Databases 10 min read

Investigation and Root Cause Analysis of a Redis Memory Leak in Production

An in‑depth, timeline‑driven investigation of a production Redis memory leak revealed that the custom 3.2.8 build’s getKeysInSlot function failed to free a temporary key‑array after traversing the radix‑tree, causing hundreds of megabytes of leaked SDS strings, which was fixed by adding a single free call and highlighted the need for functional code reviews and early leak detection.

Didi Tech
Didi Tech
Didi Tech
Investigation and Root Cause Analysis of a Redis Memory Leak in Production

Redis, a high‑performance in‑memory key‑value database, is widely used in performance‑critical systems and is a major memory consumer at Didi. This article presents a timeline‑driven investigation of a production Redis memory leak, describing Linux memory‑leak diagnosis methods and tools.

16:30 – Problem Exposure After a scaling‑down operation, the system triggered a 90% memory‑usage alarm.
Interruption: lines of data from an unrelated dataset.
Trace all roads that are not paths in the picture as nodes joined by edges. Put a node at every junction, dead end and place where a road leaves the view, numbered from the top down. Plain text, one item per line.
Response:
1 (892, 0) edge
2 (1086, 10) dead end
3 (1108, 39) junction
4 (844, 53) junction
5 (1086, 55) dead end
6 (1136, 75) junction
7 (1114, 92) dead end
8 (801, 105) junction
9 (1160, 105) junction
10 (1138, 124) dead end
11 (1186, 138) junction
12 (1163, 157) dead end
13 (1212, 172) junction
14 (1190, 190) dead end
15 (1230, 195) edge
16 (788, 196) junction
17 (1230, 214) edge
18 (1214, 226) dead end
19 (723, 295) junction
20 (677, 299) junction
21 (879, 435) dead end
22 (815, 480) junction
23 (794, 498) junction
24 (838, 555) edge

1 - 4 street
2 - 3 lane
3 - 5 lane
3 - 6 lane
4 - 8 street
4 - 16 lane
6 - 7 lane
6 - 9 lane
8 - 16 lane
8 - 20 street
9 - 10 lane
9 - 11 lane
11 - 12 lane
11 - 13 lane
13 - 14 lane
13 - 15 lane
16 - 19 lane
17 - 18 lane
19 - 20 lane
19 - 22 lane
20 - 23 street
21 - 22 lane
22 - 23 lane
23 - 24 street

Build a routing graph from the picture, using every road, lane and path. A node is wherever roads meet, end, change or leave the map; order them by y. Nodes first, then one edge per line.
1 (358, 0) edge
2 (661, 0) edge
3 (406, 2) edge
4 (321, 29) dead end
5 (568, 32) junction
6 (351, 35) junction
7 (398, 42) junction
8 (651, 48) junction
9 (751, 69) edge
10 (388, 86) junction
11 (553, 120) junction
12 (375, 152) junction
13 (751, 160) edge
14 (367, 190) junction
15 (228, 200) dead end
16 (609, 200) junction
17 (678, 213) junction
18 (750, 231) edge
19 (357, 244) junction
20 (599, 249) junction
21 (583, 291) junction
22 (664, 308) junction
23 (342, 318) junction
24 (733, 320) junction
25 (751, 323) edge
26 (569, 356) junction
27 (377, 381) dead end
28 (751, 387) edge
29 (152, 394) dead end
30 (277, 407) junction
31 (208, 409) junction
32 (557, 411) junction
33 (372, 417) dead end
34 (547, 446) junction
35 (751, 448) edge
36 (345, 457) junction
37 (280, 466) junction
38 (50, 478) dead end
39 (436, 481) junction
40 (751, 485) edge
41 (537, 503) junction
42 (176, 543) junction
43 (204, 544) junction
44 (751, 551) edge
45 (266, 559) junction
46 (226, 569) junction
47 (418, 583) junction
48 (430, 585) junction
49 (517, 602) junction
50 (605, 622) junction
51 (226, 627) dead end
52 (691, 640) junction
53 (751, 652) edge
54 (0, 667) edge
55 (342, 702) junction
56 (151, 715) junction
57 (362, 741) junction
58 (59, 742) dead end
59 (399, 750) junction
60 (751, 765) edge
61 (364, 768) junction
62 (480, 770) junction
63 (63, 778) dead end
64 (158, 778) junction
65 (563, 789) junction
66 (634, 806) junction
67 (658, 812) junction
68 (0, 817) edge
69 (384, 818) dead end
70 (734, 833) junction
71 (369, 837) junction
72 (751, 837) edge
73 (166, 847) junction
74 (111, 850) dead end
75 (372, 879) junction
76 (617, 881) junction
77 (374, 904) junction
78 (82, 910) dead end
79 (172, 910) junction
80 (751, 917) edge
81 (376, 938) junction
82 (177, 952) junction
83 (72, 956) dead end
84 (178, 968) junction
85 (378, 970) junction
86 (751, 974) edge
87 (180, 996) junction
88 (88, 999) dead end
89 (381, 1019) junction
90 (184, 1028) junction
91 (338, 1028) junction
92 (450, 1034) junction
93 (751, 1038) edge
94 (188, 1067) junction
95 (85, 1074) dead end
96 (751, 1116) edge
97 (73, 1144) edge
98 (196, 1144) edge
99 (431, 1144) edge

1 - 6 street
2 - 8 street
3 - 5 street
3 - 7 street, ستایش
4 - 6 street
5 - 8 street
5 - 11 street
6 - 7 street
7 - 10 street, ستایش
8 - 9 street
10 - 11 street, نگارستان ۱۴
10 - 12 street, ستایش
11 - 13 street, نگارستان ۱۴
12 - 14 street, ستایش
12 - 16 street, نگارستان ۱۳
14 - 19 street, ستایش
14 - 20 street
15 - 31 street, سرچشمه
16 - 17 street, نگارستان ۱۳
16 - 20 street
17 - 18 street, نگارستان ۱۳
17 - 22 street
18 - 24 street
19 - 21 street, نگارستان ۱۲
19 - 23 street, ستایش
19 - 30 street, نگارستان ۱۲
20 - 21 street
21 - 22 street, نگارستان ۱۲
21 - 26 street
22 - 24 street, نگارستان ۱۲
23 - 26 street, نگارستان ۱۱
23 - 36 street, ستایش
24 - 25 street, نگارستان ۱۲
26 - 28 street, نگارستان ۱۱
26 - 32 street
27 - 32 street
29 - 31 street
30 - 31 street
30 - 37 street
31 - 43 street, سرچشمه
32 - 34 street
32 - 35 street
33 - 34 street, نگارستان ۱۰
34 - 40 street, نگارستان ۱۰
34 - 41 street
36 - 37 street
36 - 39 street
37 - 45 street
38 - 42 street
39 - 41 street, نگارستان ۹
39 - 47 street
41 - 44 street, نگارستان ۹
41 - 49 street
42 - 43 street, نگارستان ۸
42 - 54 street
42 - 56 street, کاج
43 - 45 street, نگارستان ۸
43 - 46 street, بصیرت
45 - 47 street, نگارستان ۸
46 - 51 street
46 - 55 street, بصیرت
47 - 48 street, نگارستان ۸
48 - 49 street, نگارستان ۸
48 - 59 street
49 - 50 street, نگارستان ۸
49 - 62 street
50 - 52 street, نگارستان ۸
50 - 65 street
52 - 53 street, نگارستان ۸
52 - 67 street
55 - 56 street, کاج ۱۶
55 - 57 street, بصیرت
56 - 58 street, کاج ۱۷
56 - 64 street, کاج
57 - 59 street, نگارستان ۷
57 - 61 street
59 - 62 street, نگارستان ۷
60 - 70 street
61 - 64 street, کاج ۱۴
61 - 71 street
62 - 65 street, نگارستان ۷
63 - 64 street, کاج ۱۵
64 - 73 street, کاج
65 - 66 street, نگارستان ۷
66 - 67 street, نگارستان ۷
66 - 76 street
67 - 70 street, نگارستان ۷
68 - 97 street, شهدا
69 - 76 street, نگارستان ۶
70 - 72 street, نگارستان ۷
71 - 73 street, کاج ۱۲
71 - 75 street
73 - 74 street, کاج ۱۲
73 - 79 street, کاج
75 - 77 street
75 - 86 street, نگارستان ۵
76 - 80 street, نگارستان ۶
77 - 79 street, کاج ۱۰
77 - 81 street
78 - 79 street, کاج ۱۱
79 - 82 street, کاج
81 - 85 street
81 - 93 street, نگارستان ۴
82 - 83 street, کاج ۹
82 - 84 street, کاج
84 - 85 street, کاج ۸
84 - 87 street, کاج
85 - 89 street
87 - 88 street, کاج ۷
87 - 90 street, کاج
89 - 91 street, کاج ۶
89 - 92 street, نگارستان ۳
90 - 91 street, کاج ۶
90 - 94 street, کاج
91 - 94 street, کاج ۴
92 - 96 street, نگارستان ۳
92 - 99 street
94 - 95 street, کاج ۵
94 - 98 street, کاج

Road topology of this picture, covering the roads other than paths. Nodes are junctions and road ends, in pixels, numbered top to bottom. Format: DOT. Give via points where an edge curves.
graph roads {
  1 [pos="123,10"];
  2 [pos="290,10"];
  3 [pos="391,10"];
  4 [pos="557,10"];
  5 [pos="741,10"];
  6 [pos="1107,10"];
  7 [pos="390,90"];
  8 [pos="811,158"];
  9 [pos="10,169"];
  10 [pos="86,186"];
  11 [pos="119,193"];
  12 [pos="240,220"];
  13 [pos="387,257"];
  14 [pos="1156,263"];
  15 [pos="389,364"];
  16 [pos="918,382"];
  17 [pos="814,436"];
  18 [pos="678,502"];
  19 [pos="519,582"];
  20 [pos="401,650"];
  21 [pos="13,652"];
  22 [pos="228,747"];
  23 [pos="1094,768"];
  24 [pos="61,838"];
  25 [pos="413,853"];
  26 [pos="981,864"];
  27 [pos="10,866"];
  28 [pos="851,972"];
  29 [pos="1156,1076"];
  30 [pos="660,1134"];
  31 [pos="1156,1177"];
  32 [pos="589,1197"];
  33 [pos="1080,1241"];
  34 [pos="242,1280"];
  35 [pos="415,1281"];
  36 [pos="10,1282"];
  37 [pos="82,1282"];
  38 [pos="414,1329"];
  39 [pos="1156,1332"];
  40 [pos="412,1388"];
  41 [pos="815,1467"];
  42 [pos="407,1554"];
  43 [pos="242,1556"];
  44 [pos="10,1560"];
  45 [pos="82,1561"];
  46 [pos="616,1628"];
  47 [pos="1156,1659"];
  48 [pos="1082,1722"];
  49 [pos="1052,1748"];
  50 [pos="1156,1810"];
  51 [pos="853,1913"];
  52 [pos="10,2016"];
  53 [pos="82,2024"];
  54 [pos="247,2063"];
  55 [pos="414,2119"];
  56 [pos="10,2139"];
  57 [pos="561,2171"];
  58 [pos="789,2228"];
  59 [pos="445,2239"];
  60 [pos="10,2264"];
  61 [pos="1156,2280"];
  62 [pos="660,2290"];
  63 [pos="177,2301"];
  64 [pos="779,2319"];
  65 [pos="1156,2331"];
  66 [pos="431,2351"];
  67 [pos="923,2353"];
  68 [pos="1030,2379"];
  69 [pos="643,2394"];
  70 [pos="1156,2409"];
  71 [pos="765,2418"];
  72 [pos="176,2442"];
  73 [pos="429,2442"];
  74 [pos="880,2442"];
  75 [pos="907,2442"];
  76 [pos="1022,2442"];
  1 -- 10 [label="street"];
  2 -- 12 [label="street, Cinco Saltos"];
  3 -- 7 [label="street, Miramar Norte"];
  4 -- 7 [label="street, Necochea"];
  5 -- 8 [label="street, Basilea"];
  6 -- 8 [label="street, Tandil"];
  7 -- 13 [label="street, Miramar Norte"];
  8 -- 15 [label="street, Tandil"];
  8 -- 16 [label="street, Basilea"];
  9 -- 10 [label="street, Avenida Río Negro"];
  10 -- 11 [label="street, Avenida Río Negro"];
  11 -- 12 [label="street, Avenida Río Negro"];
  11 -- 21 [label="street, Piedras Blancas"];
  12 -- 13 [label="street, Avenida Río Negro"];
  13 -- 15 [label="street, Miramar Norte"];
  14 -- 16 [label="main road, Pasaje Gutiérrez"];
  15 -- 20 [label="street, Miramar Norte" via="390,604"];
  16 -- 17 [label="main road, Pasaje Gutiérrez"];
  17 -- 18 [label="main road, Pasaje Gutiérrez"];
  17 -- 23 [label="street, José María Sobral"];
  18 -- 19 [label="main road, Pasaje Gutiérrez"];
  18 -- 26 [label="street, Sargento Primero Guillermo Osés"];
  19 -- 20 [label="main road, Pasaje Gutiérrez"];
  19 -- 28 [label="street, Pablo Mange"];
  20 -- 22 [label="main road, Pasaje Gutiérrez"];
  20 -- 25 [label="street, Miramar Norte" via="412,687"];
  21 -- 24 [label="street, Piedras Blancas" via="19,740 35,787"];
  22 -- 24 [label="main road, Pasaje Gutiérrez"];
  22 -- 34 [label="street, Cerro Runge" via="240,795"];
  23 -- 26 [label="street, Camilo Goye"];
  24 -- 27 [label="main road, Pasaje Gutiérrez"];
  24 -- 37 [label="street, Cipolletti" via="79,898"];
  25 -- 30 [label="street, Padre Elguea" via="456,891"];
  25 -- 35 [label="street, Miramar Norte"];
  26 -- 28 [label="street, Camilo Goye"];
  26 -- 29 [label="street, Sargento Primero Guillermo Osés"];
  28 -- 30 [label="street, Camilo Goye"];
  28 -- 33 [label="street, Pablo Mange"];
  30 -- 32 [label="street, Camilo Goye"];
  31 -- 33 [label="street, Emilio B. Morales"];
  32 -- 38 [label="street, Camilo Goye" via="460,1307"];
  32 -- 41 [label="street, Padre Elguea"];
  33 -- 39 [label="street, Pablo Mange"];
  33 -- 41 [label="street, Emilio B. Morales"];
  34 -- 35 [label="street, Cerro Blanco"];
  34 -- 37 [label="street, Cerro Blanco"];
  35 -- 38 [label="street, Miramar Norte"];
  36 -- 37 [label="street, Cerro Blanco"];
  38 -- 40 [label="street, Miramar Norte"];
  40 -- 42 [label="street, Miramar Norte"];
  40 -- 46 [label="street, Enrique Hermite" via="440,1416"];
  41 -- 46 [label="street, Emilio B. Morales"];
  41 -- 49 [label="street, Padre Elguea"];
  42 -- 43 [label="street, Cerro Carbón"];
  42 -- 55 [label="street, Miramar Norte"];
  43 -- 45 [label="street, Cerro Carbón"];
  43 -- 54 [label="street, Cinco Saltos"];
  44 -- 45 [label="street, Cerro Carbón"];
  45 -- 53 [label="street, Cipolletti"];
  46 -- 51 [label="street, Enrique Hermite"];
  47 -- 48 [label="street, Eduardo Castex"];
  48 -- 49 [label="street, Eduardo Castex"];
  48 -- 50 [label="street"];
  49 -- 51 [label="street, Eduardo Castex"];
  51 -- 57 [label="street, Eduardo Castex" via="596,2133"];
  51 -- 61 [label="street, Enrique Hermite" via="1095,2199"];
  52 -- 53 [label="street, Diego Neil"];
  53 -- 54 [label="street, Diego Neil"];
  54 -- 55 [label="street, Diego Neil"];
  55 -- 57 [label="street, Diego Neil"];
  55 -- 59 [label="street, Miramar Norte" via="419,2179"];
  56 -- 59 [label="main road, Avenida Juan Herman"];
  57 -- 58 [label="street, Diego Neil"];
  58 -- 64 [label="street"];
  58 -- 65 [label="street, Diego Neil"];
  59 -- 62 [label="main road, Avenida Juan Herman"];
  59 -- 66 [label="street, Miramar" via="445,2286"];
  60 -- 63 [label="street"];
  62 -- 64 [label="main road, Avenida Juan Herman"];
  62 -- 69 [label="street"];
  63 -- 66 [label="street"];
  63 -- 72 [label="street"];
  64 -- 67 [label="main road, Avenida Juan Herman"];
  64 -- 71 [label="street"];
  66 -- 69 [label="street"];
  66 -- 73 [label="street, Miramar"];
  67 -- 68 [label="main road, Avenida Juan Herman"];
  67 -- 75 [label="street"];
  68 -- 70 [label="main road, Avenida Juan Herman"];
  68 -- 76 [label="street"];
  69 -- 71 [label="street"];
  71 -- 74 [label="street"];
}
Only about 10,000 keys existed and no keys larger than 512 bytes were found.

16:40 – Leak Confirmation Certain instances showed memory usage of 300–800 MB while normal instances used ~10 MB. The affected version was 4ce35dea ; a similar leak had been observed in an older version 49bdcd0b in September, indicating a long‑standing issue.

17:30 – Checking Community Version The commit history of the 3.2.8 community branch was examined. Only one commit related to a memory leak was found: Memory leak in clusterRedirectBlockedClientIfNeeded.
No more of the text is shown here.